On Tue, Oct 30, 2018 at 6:16 AM Andres Freund <andres@anarazel.de> wrote:
Hi,
Magnus cornered me at pgconf.eu and asked me whether I could prototype the "barriers" I'd been talking about in the online checksumming thread.
The problem there was to make sure that all processes, backends and auxiliary processes have seen the new state of checksums being enabled, and aren't currently in the process of writing a new page out.
The current prototype solves that by requiring a restart, but that strikes me as a far too large hammer.
The attached patch introduces "global barriers" (name was invented in a overcrowded hotel lounge, so ...), which allow to wait for such a change to be absorbed by all backends.
I've only tested the code with gdb, but that seems to work:
p WaitForGlobalBarrier(EmitGlobalBarrier(GLOBBAR_CHECKSUM))
waits until all backends (including bgwriter, checkpointers, walwriters, bgworkers, ...) have accepted interrupts at least once. Multiple such requests are coalesced.
I decided to wait until interrupts are actually process, rather than just the signal received, because that means the system is in a well defined state. E.g. there's no pages currently being written out.
For the checksum enablement patch you'd do something like;
and after that you should be able to set it to a perstistent mode.
I chose to use procsignals to send the signals, a global uint64 globalBarrierGen, and per-backend barrierGen, barrierFlags, with the latter keeping track which barriers have been requested.

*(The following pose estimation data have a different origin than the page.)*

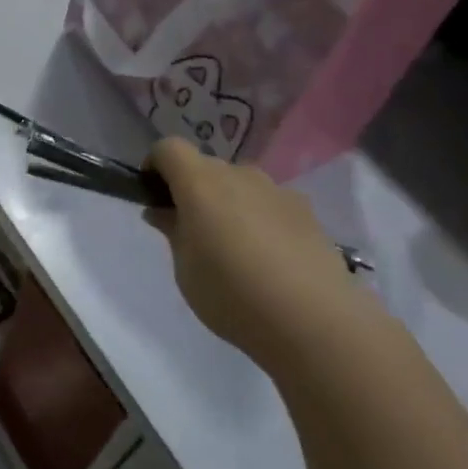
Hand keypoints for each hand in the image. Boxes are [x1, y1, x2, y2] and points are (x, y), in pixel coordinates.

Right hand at [144, 139, 378, 368]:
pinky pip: (268, 203)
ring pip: (239, 184)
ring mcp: (277, 190)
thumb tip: (161, 210)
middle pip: (205, 166)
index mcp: (201, 183)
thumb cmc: (232, 293)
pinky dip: (257, 217)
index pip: (169, 148)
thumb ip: (172, 231)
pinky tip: (267, 259)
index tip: (153, 197)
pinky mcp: (306, 211)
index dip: (155, 166)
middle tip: (189, 231)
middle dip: (191, 189)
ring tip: (232, 249)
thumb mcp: (185, 268)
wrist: (314, 320)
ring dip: (227, 203)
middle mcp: (240, 175)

There likely seem to be other usecases.
The patch definitely is in a prototype stage. At the very least it needs a high-level comment somewhere, and some of the lower-level code needs to be cleaned up.
One thing I wasn't happy about is how checksum internals have to absorb barrier requests - that seems unavoidable, but I'd hope for something more global than just BufferSync().
Comments?
Finally getting around to playing with this one and it unfortunately doesn't apply anymore (0003).
I think it's just a matter of adding those two rows though, right? That is, it's not an actual conflict it's just something else added in the same place?